Molecular analysis of db gene-related pancreatic beta cell dysfunction; evidence for a compensatory mechanism inhibiting development of diabetes in the db gene heterozygote.

The db gene homozygous, but not heterozygous, mice develop diabetes with severe beta-cell damage. We investigated the molecular mechanism underlying db gene-associated pancreatic beta-cell dysfunction. Islet morphology, beta-cell function, and gene expression profiles specific for pancreatic islet cells were compared among db gene homozygous(db/db), heterozygous (db/m) and unrelated m/m mice. The beta-cell ratio decreased in db/db mice with age, but not in non-diabetic db/m and m/m mice. The islet insulin content was lower, but the triglyceride content was higher in db/db than other mice. The islet cell specific gene expression profiles analyzed by laser capture microdissection method and morphological findings suggested an augmentation of beta-cell apoptosis, oxidative stress and ER stress in db/db mice.

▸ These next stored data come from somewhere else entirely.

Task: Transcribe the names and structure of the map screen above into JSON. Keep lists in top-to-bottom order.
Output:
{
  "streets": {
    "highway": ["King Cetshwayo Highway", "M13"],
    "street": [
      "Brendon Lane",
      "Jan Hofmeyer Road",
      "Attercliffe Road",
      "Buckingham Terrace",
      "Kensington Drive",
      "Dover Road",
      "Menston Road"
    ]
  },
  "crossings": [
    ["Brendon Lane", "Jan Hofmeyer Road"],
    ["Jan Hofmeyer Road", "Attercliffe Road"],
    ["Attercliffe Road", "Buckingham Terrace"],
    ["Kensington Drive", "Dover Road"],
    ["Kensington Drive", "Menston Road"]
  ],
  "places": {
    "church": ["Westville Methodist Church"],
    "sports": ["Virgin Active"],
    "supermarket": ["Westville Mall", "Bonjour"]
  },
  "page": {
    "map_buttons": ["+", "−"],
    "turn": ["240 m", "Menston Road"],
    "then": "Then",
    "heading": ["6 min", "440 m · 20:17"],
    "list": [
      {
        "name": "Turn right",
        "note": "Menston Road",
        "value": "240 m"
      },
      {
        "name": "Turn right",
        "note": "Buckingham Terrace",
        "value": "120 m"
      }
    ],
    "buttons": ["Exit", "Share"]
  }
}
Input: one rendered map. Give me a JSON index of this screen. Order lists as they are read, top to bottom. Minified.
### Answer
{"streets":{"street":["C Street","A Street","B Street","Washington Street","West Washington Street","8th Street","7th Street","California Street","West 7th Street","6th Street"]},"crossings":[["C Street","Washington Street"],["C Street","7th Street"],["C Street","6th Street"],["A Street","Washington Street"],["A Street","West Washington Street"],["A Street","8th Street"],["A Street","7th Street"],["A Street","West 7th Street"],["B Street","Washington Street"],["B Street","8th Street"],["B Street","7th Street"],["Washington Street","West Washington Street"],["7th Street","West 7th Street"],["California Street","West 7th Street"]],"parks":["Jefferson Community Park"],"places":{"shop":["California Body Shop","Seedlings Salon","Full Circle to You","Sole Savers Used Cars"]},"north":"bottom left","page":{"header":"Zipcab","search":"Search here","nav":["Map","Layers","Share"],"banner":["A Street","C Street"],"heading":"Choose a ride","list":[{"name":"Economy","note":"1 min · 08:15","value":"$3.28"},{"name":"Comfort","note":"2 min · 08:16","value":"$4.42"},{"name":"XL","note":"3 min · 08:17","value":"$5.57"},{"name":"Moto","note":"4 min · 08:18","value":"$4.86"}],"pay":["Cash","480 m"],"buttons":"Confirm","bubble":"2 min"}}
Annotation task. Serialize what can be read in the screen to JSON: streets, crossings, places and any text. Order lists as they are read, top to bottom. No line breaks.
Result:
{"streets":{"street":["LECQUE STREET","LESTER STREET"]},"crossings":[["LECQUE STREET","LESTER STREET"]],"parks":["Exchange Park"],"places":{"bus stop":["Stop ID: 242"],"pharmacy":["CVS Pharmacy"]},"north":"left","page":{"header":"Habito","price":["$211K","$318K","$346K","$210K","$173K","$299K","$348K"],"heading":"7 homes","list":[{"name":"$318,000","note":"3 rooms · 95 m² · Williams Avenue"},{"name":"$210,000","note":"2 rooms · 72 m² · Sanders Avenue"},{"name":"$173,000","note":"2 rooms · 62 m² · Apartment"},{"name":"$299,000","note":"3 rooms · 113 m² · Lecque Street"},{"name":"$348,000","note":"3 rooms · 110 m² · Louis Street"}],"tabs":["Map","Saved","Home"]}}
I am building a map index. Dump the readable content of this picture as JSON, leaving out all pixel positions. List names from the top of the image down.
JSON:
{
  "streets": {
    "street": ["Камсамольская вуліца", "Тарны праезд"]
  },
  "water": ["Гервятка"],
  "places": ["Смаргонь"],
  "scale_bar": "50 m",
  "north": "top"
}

Interestingly, insulin I and II, anti-apoptotic bcl-2, and proliferation promoting ERK-1 gene expressions were significantly upregulated in db/m mice. An impaired glucose tolerance was shown in m/m mice fed a high fat diet, but not in db/m mice, in which a higher insulin response and increased beta-cell mass were observed. Expressions of insulin I and II, bcl-2, and ERK-1 gene were increased in db/m mice, but not in m/m fed a high fat diet. The present results strongly suggest that the db gene heterozygote, but not homozygote, acquires a compensatory mechanism suppressing beta-cell apoptosis and augmenting the capacity of beta-cell function.